Hash consing is better suited to more static data, like literals, or types in systems without type-level beta rules, such as simple type theory, Hindley-Milner or System F. In those cases, hash consing fully captures the compression which is possible by rewriting along conversion rules.

Strict vs lazy evaluation

In dependently typed elaboration, at least some laziness is essential, because some parts of the program may need to be evaluated, but we don't know anything about which parts, until we actually do the elaboration.

At the same time, laziness has significant overhead, so we should limit it to the necessary amount.

Smalltt has the following approach:

Top-level and local definitions are lazy.
We instantiate Pi types during elaboration with lazy values.
Applications headed by top-level variables are lazy.
Any other function application is call-by-value during evaluation.

The reasoning is the following. First, it does not make sense to have strict evaluation during infer/check, because that would cause the entire program to be evaluated during elaboration. Hence the laziness of definitions and Pi instantiation.

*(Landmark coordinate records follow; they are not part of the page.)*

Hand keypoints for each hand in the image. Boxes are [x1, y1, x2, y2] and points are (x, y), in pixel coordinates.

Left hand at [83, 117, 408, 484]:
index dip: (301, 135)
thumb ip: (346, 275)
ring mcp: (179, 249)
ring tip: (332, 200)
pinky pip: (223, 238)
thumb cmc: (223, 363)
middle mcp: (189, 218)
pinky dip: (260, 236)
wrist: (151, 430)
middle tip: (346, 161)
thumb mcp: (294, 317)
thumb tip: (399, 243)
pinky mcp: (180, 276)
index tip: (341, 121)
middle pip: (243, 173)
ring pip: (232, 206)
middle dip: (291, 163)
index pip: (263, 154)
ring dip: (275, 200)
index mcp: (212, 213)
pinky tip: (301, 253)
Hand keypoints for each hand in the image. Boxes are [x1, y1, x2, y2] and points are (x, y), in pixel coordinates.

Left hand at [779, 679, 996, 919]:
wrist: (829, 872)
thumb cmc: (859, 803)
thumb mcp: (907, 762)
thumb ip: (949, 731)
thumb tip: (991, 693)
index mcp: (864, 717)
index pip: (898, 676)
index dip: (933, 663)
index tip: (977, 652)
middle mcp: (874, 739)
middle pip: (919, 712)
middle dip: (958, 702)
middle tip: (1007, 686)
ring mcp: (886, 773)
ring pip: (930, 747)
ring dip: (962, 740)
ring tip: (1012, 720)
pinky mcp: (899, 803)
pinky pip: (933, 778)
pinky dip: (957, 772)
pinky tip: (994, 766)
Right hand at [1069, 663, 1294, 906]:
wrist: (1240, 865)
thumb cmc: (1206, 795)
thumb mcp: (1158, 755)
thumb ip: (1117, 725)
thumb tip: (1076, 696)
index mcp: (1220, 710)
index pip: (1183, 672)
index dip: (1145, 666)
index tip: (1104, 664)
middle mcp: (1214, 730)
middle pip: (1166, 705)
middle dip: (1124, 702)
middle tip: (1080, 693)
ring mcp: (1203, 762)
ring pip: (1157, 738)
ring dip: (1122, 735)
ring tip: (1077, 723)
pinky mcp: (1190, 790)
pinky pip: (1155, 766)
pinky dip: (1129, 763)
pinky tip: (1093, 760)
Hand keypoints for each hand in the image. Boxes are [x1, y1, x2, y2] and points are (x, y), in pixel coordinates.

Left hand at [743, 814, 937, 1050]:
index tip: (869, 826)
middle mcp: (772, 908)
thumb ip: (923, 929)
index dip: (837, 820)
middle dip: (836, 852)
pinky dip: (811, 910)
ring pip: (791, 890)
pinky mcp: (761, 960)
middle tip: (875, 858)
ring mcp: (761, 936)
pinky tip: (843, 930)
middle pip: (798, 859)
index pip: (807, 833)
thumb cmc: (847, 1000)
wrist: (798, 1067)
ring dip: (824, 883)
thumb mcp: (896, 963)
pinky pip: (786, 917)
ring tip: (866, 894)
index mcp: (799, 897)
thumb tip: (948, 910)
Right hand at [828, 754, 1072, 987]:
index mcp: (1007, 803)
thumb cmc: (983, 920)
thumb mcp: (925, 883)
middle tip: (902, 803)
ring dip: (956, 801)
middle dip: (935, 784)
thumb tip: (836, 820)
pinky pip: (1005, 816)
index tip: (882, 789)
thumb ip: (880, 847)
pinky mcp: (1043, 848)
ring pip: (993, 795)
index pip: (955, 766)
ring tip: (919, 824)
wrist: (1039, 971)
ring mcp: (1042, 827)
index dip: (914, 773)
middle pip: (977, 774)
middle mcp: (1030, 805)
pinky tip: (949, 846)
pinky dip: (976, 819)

On the other hand, evaluation is really only forced by conversion checking. The bulk of the program is never forced by conversion checking, so we might as well make evaluation a bit stricter when it is actually forced, to make it faster.

However, glued evaluation mandates that top-level spines are lazily evaluated. So we keep that lazy, and otherwise have call-by-value function applications.

This seems to work well in practice. While there are some cases where it does superfluous work, in realistic code we still get plenty of laziness through let-definitions and top-level variables.

Approximate conversion checking

Approximate conversion checking means deciding conversion without computing all beta-redexes. It's an important feature in pretty much every major TT implementation. For example, if I again have oneMillion as a definition, checking that oneMillion is convertible to itself should immediately return with success, without unfolding the numeral.

An important property here is whether a system permits approximate meta solutions. For example, if I unify f ?0 = f ?1 where f is a defined function, I might skip computing the f application, and pretend that f is injective, solving ?0 with ?1. But if f is actually a constant function, this causes ?0 and ?1 to be unnecessarily equated. AFAIK Coq and Lean both permit approximate solutions, and Agda does not.
Another property is how optimistic the approximation algorithm is. A very optimistic algorithm might do the following: if we have identical defined head symbols on sides, first we try to unify spines, and if that fails we retry with unfolding. This algorithm expects that unifiable values are nearby, i.e. reachable after few reductions. The downside of unbounded optimism is that recursive backtracking can cause massive slowdown when unifiable values are not in fact near.

Smalltt

Does not allow approximate meta solutions.
Has bounded approximation: it only performs limited speculation, and switches to full reductions on failure.

Concretely, smalltt has three states in unification: "rigid", "flex" and "full". See unify in src/Unification.hs for details.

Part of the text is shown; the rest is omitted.